GS 和GOGAT 是植物氮代谢过程中合成氨基酸的主要酶。其中，GS 参与植株氮代谢途径的多个调节过程，也是影响氮同化的关键酶[31]，通过与GOGAT结合催化谷氨酰胺合成谷氨酸，GS/GOGAT 循环对植物体内平衡具有重要的协同作用[32-33]。本研究发现Cd 对紫花苜蓿的GS 活性有一定的抑制作用（图3），当植物处于逆境（如受到Cd胁迫或营养缺乏）时，同化增强且蛋白质发生降解，使得NADH-GDH通路中的GDH 活性显著增大，诱导胁迫保护分子合成，根瘤菌能同时通过增强GS/GOGAT 循环、NADHGDH 模式以及增加NR、NiR 的还原产物，促进共生体系将无机氮转化为有机氮，从而抵抗不利环境的胁迫[34-36]。AS 是广泛存在于生物体内的一类氨基转移酶，能催化谷氨酰胺的氨基向天冬氨酸转移，天冬酰胺的形成与累积是一种解毒反应[37]。Lam等[38]利用分子生物学技术发现拟南芥AS 基因ASN1过表达使体内天冬酰胺累积量增多，改善了逆境中的氮素营养状况，证实AS对植物氮代谢以及氮的“源-库”关系调节具有至关重要的作用。

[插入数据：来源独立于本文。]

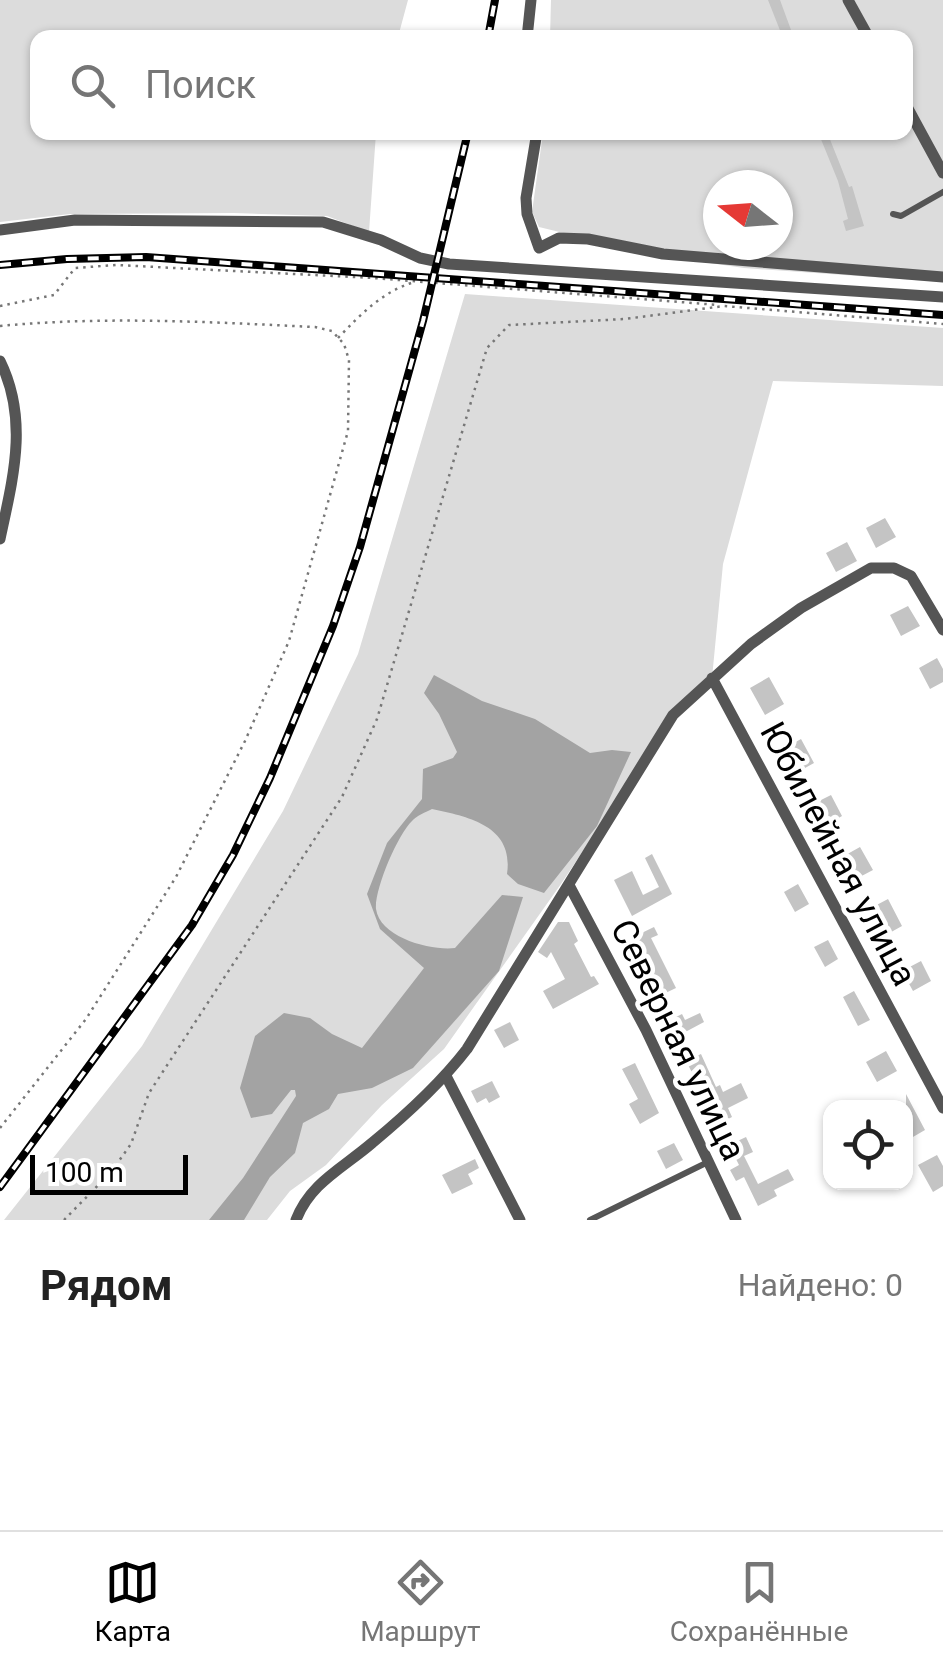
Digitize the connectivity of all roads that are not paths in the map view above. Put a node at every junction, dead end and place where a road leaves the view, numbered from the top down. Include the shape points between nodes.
1 (531, 0) edge
2 (848, 0) edge
3 (528, 30) edge
4 (865, 30) edge
5 (913, 117) edge
6 (536, 140) edge
7 (943, 173) edge
8 (943, 192) edge
9 (893, 214) dead end
10 (0, 230) edge
11 (539, 248) junction
12 (532, 268) junction
13 (943, 277) edge
14 (943, 297) edge
15 (0, 361) edge
16 (0, 539) edge
17 (943, 630) edge
18 (712, 678) junction
19 (569, 885) junction
20 (446, 1076) junction
21 (943, 1108) edge
22 (708, 1162) junction
23 (296, 1220) edge
24 (520, 1220) edge
25 (590, 1220) edge
26 (736, 1220) edge

1 - 3 street
2 - 4 street
5 - 7 street
6 - 11 street via 526,198
8 - 9 lane via 901,216
10 - 12 street via 75,220 323,222 420,258
11 - 12 street
11 - 13 street via 558,238 588,239 663,254
12 - 14 street
15 - 16 street via 19,432
17 - 18 street via 912,576 872,568 801,608
18 - 19 street via 673,714
18 - 21 street, Юбилейная улица
19 - 20 street
19 - 22 street, Северная улица
20 - 23 street via 312,1190
20 - 24 street
22 - 25 lane
22 - 26 street, Северная улица

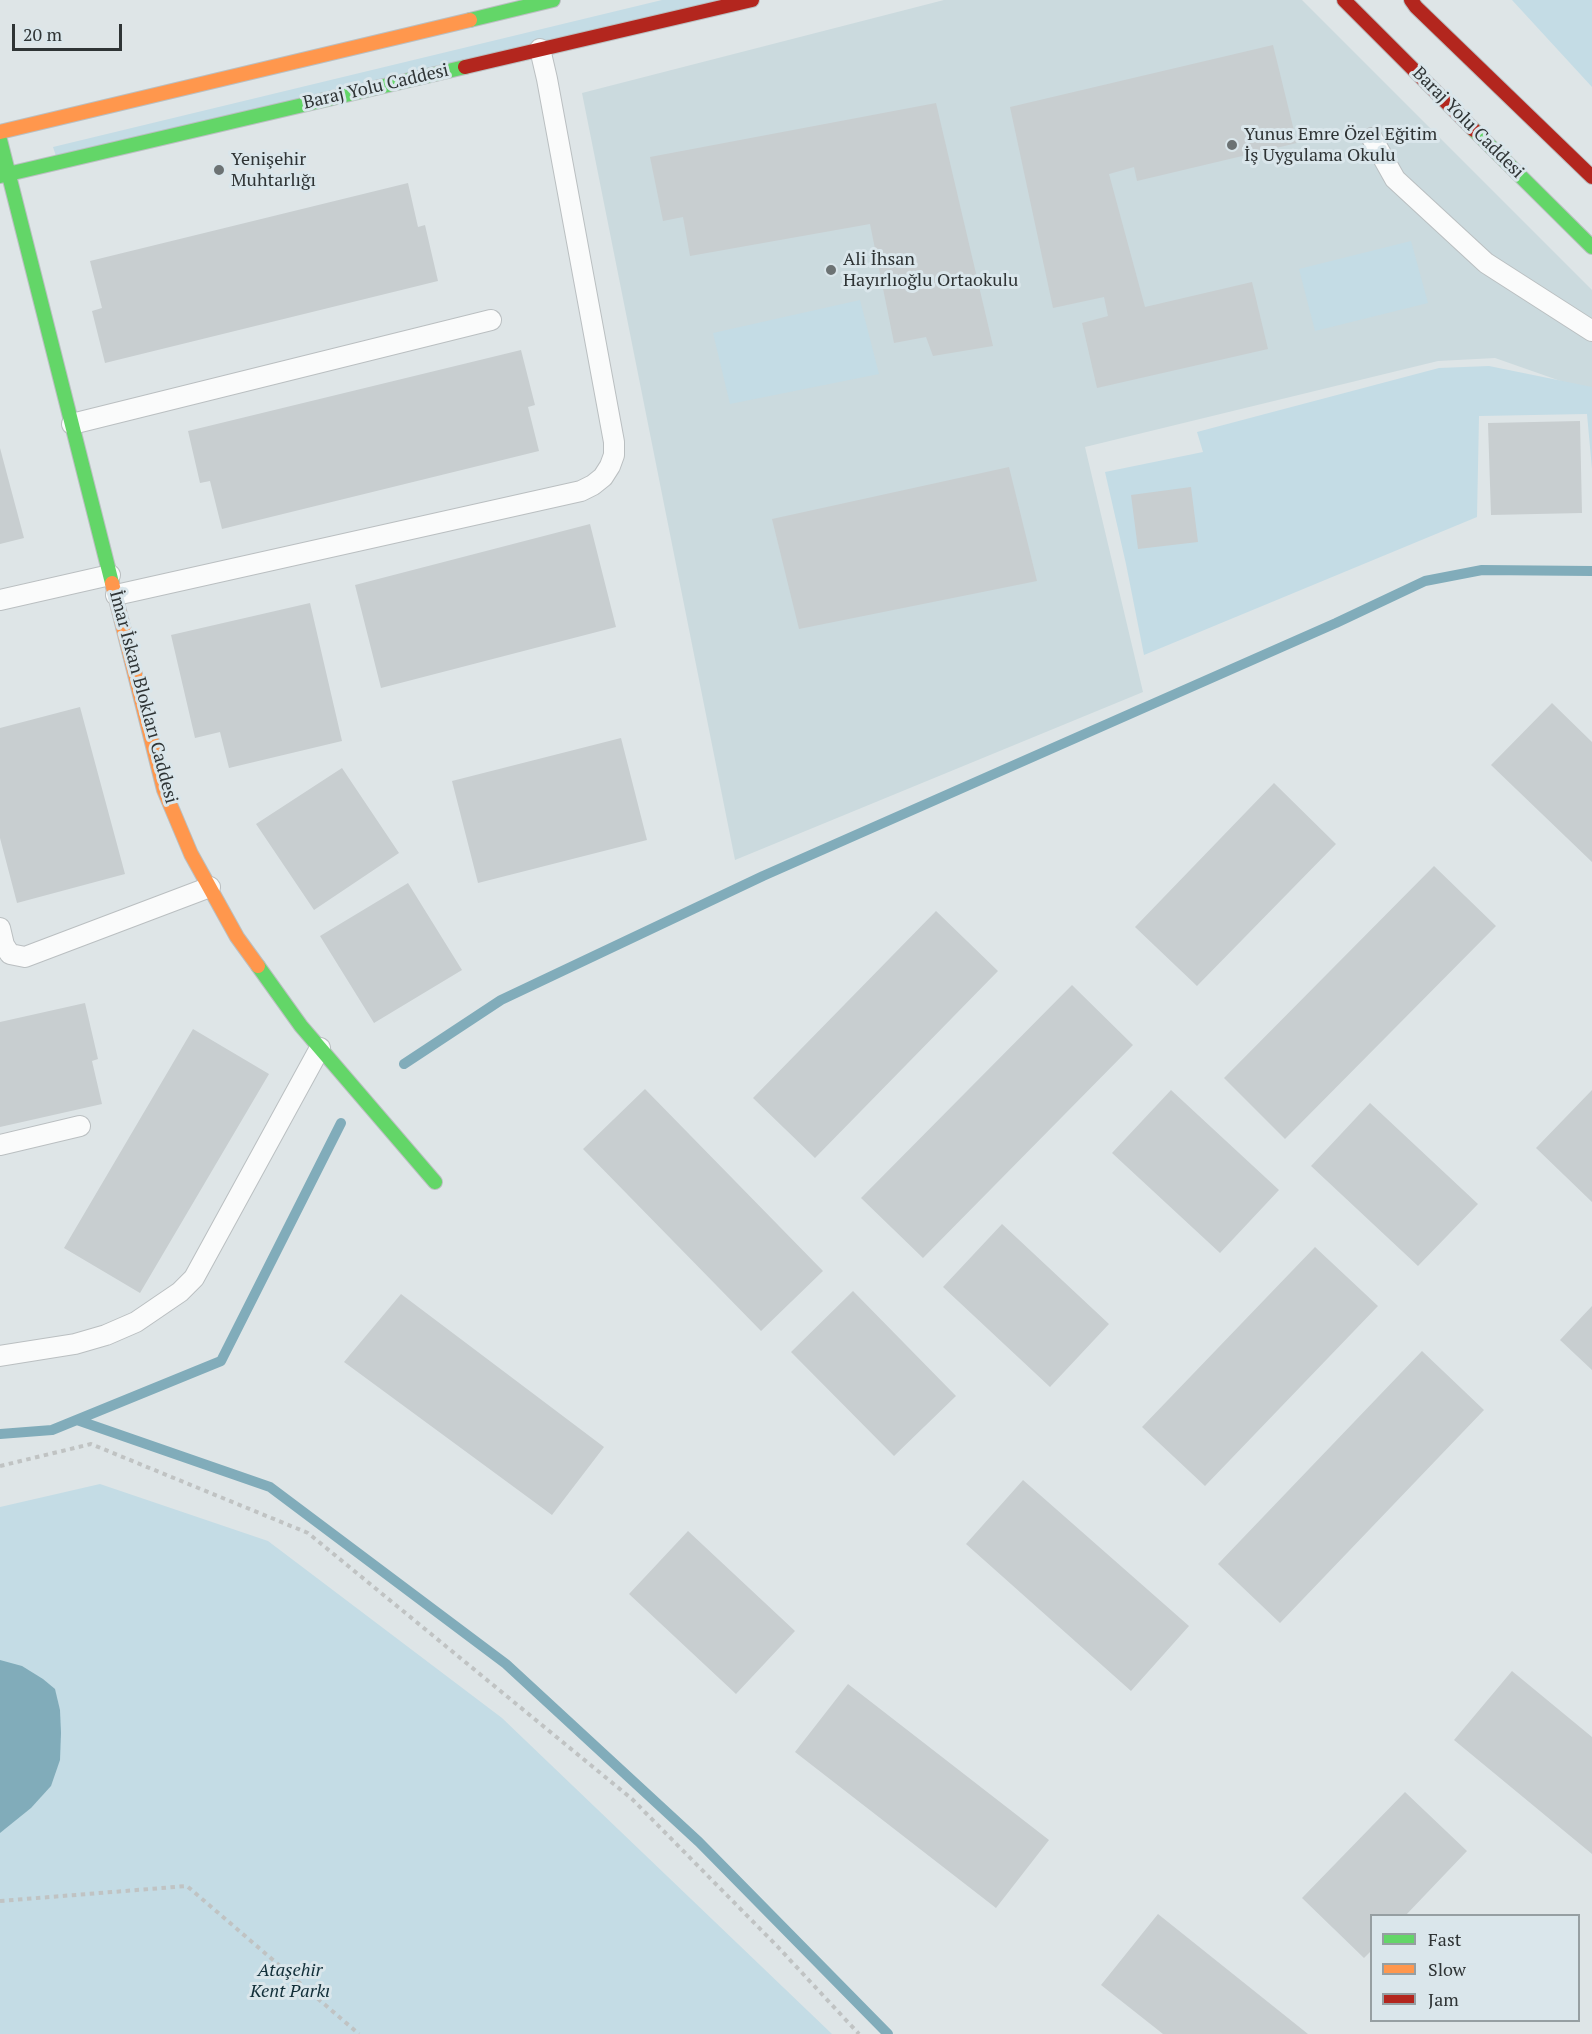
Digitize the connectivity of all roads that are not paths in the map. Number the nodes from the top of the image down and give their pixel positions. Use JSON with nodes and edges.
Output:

3.2 Cd胁迫下接种根瘤菌对紫花苜蓿含氮物质的影响

氮是植物体内核酸、氨基酸和蛋白质等大分子有机氮化合物的重要组成元素[39]，能直接影响植物的正常生长、品质及产量等[40]。氨基酸含量在植物应对逆境胁迫中的作用尤为重要[41]。研究表明，在受到非生物胁迫时植物体内游离氨基酸含量不断增加[42]。本研究表明，与无Cd 处理相比，Cd 处理使紫花苜蓿的游离氨基酸含量增多，是由于细胞受到胁迫损伤，植物需积累大量游离氨基酸以抵御Cd 的毒害[43]。已有研究发现，较高含量的脯氨酸可以减弱逆境胁迫引起的渗透损伤[44]，植物对脯氨酸的累积能力与抵御逆境的能力有一定的相关性[45]，因而其可以作为胁迫指示剂。本研究中，接种根瘤菌处理使紫花苜蓿共生体系脯氨酸含量增多，说明接种根瘤菌的紫花苜蓿抗性有所提高，在处于相同逆境时，根瘤菌协助植株通过产生更多的脯氨酸来缓解Cd 的胁迫。这表明接种根瘤菌能够减少Cd 胁迫对紫花苜蓿造成的细胞损伤，增强胞间稳定性，维持细胞内外环境的平衡，从而使紫花苜蓿具有更强的氮代谢能力与渗透调节能力。有研究显示，豆科植物-根瘤菌共生系统的固氮量约占生物固氮总量的65%[46]。李凯等[47]也发现，接种根瘤菌的大豆产量及含氮量显著增加。本试验接种根瘤菌处理后也得出同样结果，两种紫花苜蓿的含氮量均有不同程度的提高，说明接种根瘤菌通过促进Cd胁迫下紫花苜蓿的氮代谢过程提高了植物对氮素的吸收。